2013年9月25日水曜日

朝日新聞投書(2004年5月5日)から


たばこを厚生労働省の管轄に

                 たばこ病訴訟弁護団長 伊佐山芳郎
                     (「嫌煙権確立をめざす法律家の会」代表世話人)

 (今から9年前に朝日新聞の投書欄に掲載されたものです。データがやや古くなっていますが、ここで指摘した厚生行政の遅れは、現在もまだ続いています ので、のままご紹介します)                      

 5月5日の「なんでだろう、たばこ吸う人」を投書した高橋大樹君(中学生)へ。
「たばこを吸う人はいろんな病気になりやすいし、周りの人はもっと健康を害する、どうして、そんな悪いものを吸うことが許されるのか」という君の疑問は鋭い指摘です。

 たばこ事業法は、「我が国たばこ産業の健全な発展を図り、もって財政収入の安定的確保及び国民経済の健全な発展に資する」とその目的を定めています(第1条)。日本では、たばこは財政収入源の問題で、健康問題の視点がないのです。たばこの管轄が厚生労働省ではなく財務省となっているのは、世界に例がなく時代錯誤です。
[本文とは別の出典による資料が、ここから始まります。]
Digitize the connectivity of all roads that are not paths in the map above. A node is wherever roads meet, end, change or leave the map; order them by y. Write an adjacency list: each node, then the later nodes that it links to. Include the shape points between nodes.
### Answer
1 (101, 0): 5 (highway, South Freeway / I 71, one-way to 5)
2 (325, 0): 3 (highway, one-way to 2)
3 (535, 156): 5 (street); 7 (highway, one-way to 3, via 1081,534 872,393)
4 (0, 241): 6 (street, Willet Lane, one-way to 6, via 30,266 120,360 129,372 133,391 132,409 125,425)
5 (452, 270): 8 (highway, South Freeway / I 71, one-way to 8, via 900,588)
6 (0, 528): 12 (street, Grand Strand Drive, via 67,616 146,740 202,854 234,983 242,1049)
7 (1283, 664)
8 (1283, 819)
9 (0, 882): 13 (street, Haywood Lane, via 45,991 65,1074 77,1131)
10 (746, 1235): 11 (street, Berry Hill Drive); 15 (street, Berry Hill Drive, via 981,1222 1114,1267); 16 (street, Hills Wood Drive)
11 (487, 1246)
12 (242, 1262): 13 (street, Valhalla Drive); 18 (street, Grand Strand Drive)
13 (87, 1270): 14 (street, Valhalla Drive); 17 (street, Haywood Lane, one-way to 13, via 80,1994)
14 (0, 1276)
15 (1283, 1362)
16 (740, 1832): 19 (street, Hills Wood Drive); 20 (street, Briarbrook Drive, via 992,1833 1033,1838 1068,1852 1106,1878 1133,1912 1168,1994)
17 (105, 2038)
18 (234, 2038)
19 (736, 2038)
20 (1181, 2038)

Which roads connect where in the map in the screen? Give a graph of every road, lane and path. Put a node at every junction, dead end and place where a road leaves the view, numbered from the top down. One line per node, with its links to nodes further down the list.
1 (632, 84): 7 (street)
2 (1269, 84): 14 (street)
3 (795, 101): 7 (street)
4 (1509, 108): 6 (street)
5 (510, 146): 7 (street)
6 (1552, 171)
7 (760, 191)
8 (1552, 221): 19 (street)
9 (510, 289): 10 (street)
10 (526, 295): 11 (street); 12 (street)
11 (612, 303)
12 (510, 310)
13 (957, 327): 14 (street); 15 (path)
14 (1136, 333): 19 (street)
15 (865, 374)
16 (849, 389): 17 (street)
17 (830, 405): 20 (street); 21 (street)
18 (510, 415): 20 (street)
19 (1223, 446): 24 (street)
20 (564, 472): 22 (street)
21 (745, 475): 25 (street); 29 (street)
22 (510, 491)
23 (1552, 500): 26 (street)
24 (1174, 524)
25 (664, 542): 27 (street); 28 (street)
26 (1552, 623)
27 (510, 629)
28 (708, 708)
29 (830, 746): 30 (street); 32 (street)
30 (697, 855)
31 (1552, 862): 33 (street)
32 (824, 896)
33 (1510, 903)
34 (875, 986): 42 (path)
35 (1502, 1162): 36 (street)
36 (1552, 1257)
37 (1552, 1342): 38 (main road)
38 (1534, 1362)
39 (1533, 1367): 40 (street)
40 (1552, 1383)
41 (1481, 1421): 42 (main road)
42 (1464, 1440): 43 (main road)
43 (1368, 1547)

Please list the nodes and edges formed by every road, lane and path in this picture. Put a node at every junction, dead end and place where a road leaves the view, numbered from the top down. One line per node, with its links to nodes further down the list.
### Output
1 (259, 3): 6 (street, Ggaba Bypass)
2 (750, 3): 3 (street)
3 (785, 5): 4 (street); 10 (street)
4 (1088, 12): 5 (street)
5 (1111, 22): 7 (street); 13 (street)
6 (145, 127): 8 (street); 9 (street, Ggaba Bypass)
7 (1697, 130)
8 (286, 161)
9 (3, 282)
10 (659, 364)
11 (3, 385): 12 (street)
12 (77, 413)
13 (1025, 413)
 国民の命や健康を大事にしなければならない日本の政府は、外国では「肺がんの原因」等表示されている喫煙の有害表示・警告表示を、「吸いすぎに注意」などというあいまい表示でごまかしてきました。人々にたくさんたばこを吸わせて、財政収入を増やそうという国の誤った政策が、「国際たばこ枠組み条約」によって、今大きく変更を迫られています。

 厚生労働省の報告によれば、たばこを吸わなければ死なないですむ「超過死亡数」が1995年時9万5000人(年間)と発表されています。たばこ事業法を廃止して、厚生労働省の管轄にすべきです。25年前からの私たち嫌煙権運動の主張です。